In reading about the history of the Tudeh party (the main Marxist party in Iran), and it seems that the Soviets encouraged Tudeh to get in the good graces of the new rulers of the Republic. That leads me to believe that it isn't impossible to see the Soviets make more of an attempt to woo the Islamic Republic. So what would have happened if the Soviets had offered Iran their support during the war with Iraq? Would Iran have accepted? Would it have led the west to give more support to Saddam than they did OTL? What effects would Soviet support have had on the Iranian side of things?

fasquardon
 
Iraq was a Soviet client state (though not a satellite). The Soviets weren't happy that Saddam invaded Iran, but they supported them because not doing so would mean the Soviets lose any leverage they had. They were Iraq's major arm supplier and had a Treaty of Friendship which supporting Iran would violate.

There was some advantage to supporting Iran, but only at the cost of shredding its credibility as an ally to obtain dubious influence in that country.

If the Soviets truly sold out Iraq and backed Iran, the obvious response was for Saddam to repudiate the Soviets and attempt to win support from Washington. Given the distaste of Saddam by the Americans, this would need to be substantial policy changes and reforms to make it palatable for any large degree of support. It's possible, but unlikely. IOTL, the only support the West gave Iraq was military intelligence and some trade deals. It was the Gulf Arabs who supported Iraq by cash infusion.

The soviets did not actually support the Iraq-Iran War. It put them in a bad position. They would have preferred peace so they could attempt to win over Iran without alienating Iraq.
 
Iraq was a Soviet client state (though not a satellite). The Soviets weren't happy that Saddam invaded Iran, but they supported them because not doing so would mean the Soviets lose any leverage they had. They were Iraq's major arm supplier and had a Treaty of Friendship which supporting Iran would violate.
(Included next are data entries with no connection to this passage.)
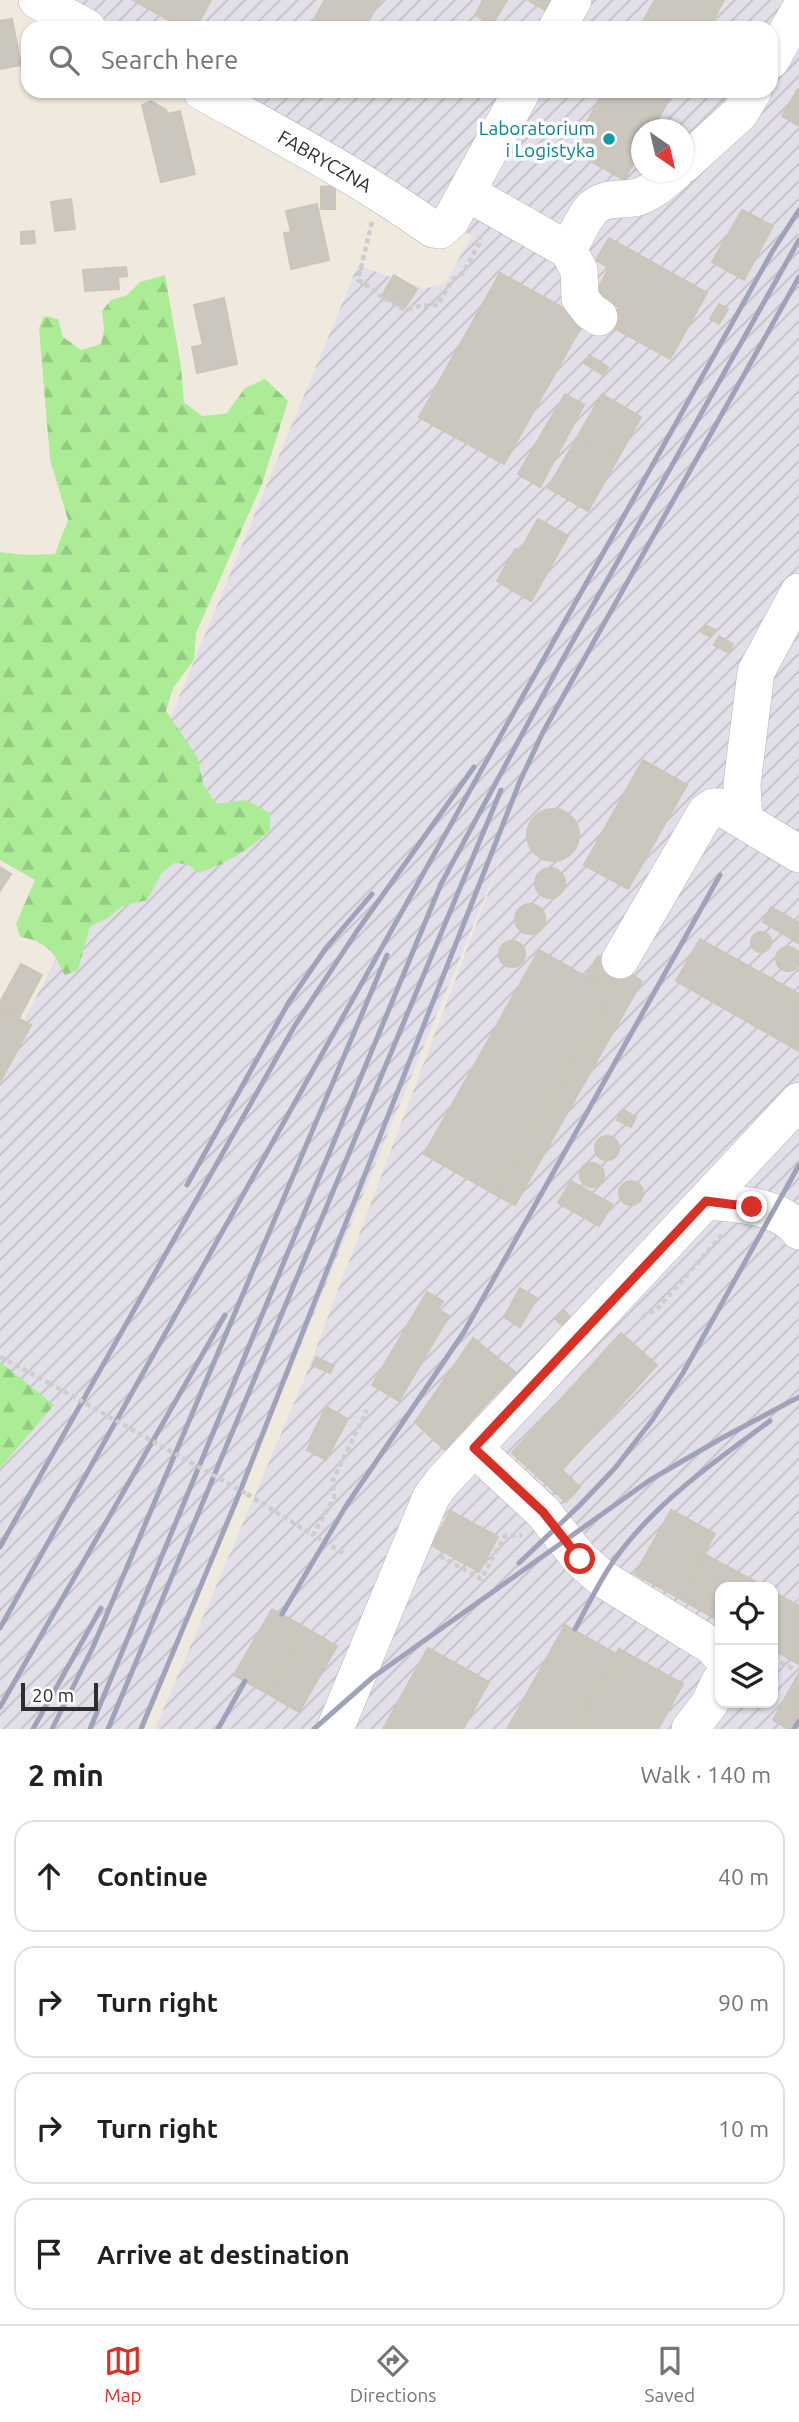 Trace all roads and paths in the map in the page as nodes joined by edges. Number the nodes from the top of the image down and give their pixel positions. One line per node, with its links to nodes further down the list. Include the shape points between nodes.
1 (37, 0): 4 (street)
2 (573, 0): 5 (street)
3 (799, 11): 6 (street)
4 (74, 21)
5 (561, 21)
6 (778, 48)
7 (214, 98): 12 (street, FABRYCZNA, via 319,156 433,229 445,226)
8 (519, 98): 12 (street)
9 (749, 98): 10 (street, via 740,113)
10 (694, 155)
11 (663, 182): 13 (street, via 638,197 607,200 592,209)
12 (467, 192): 13 (street)
13 (568, 250): 14 (street, via 579,270 580,298)
14 (599, 317)
15 (799, 592): 16 (street, via 756,672 742,783)
16 (744, 821): 17 (street); 18 (street, via 721,807 706,812)
17 (799, 853)
18 (620, 960)
19 (799, 1101): 20 (street)
20 (706, 1201): 21 (street); 26 (street)
21 (752, 1207): 22 (street, via 780,1215); 23 (path, via 657,1309)
22 (799, 1231)
23 (636, 1320)
24 (0, 1357): 27 (path, bridge)
25 (367, 1410): 27 (path, via 333,1480 334,1498)
26 (474, 1448): 31 (street, via 543,1512 580,1559 603,1579); 35 (street, via 443,1481 422,1514)
27 (313, 1535): 29 (path)
28 (528, 1535): 30 (path, via 505,1536 481,1579)
29 (343, 1553)
30 (435, 1553)
31 (715, 1649)
32 (778, 1661): 33 (path)
33 (795, 1670)
34 (715, 1692): 36 (street)
35 (335, 1729)
36 (690, 1729) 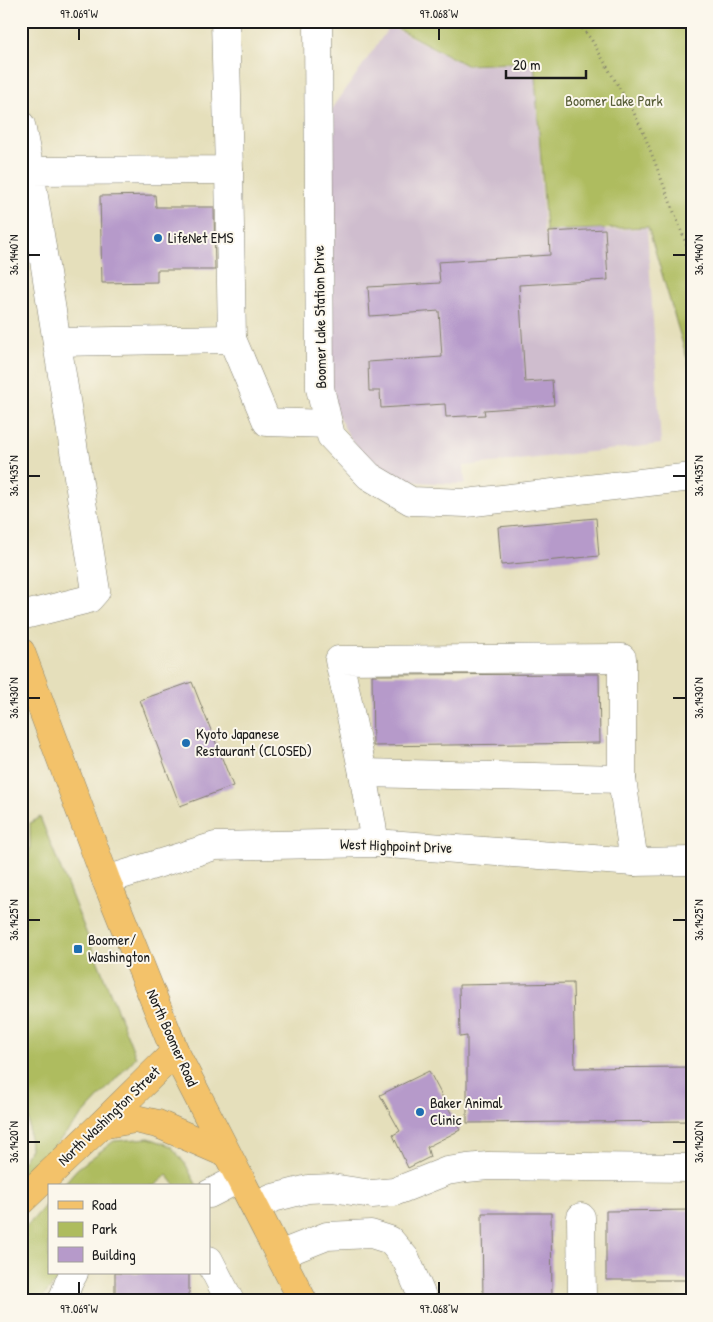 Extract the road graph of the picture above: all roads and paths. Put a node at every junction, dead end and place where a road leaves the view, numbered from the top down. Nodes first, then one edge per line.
1 (225, 21) edge
2 (318, 21) edge
3 (576, 21) edge
4 (21, 125) edge
5 (229, 170) junction
6 (30, 171) junction
7 (692, 259) edge
8 (232, 339) junction
9 (57, 342) junction
10 (328, 424) junction
11 (692, 476) edge
12 (21, 616) edge
13 (21, 652) edge
14 (362, 773) junction
15 (622, 779) junction
16 (376, 843) junction
17 (692, 861) edge
18 (634, 862) junction
19 (106, 880) junction
20 (176, 1052) junction
21 (101, 1125) junction
22 (227, 1154) junction
23 (692, 1168) edge
24 (240, 1178) junction
25 (210, 1193) edge
26 (21, 1200) edge
27 (255, 1206) junction
28 (581, 1218) dead end
29 (279, 1255) junction
30 (210, 1262) edge
31 (73, 1274) edge
32 (62, 1301) edge
33 (230, 1301) edge
34 (302, 1301) edge
35 (424, 1301) edge
36 (582, 1301) edge

1 - 5 street
2 - 10 street, Boomer Lake Station Drive
3 - 7 path
4 - 6 street
5 - 6 street
5 - 8 street
6 - 9 street
8 - 9 street
8 - 10 street
9 - 12 street
10 - 11 street, Boomer Lake Station Drive
13 - 19 main road, North Boomer Road
14 - 15 street
14 - 15 street
14 - 16 street
15 - 18 street
16 - 18 street, West Highpoint Drive
16 - 19 street, West Highpoint Drive
17 - 18 street, West Highpoint Drive
19 - 20 main road, North Boomer Road
20 - 21 main road, North Washington Street
20 - 22 main road, North Boomer Road
21 - 22 main road
21 - 26 main road, North Washington Street
22 - 24 main road, North Boomer Road
23 - 27 street
24 - 25 street
24 - 27 main road, North Boomer Road
27 - 29 main road, North Boomer Road
28 - 36 street
29 - 34 main road, North Boomer Road
29 - 35 street
30 - 33 street
31 - 32 street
Hmm. I didn't know they had an actual treaty of friendship. That would make it difficult to choose the Iranian side.

Reading up on the start of the war, it looks like it was reasonably unclear who started it early on (though now we know it was Iraq), which makes it difficult for the Soviets to condemn Iraqi aggression as well.

I guess that is another interesting idea floundering on the rocks of reality!

fasquardon
 
Have you ever heard of this wonderful thing called patience?:rolleyes:

In my experience, people very rarely reply to new threads once they fall off the first two pages. Particularly when the WIs have to do with countries mainly populated by people who don't speak English as their mother-tongue.

Hence, I bumped when this hit page 3.

fasquardon
 
In my experience, people very rarely reply to new threads once they fall off the first two pages. Particularly when the WIs have to do with countries mainly populated by people who don't speak English as their mother-tongue.

Hence, I bumped when this hit page 3.

fasquardon

This.

Regarding Iraq, the Soviets had a Treaty with Iraq. They can't just abrogate that.
 
Iran is a Shiite theocracy though, and the Soviet Union is officially atheist. Throw in the Iranian reaction to the Afghan invasion and I don't think its likely the Soviets would support them much.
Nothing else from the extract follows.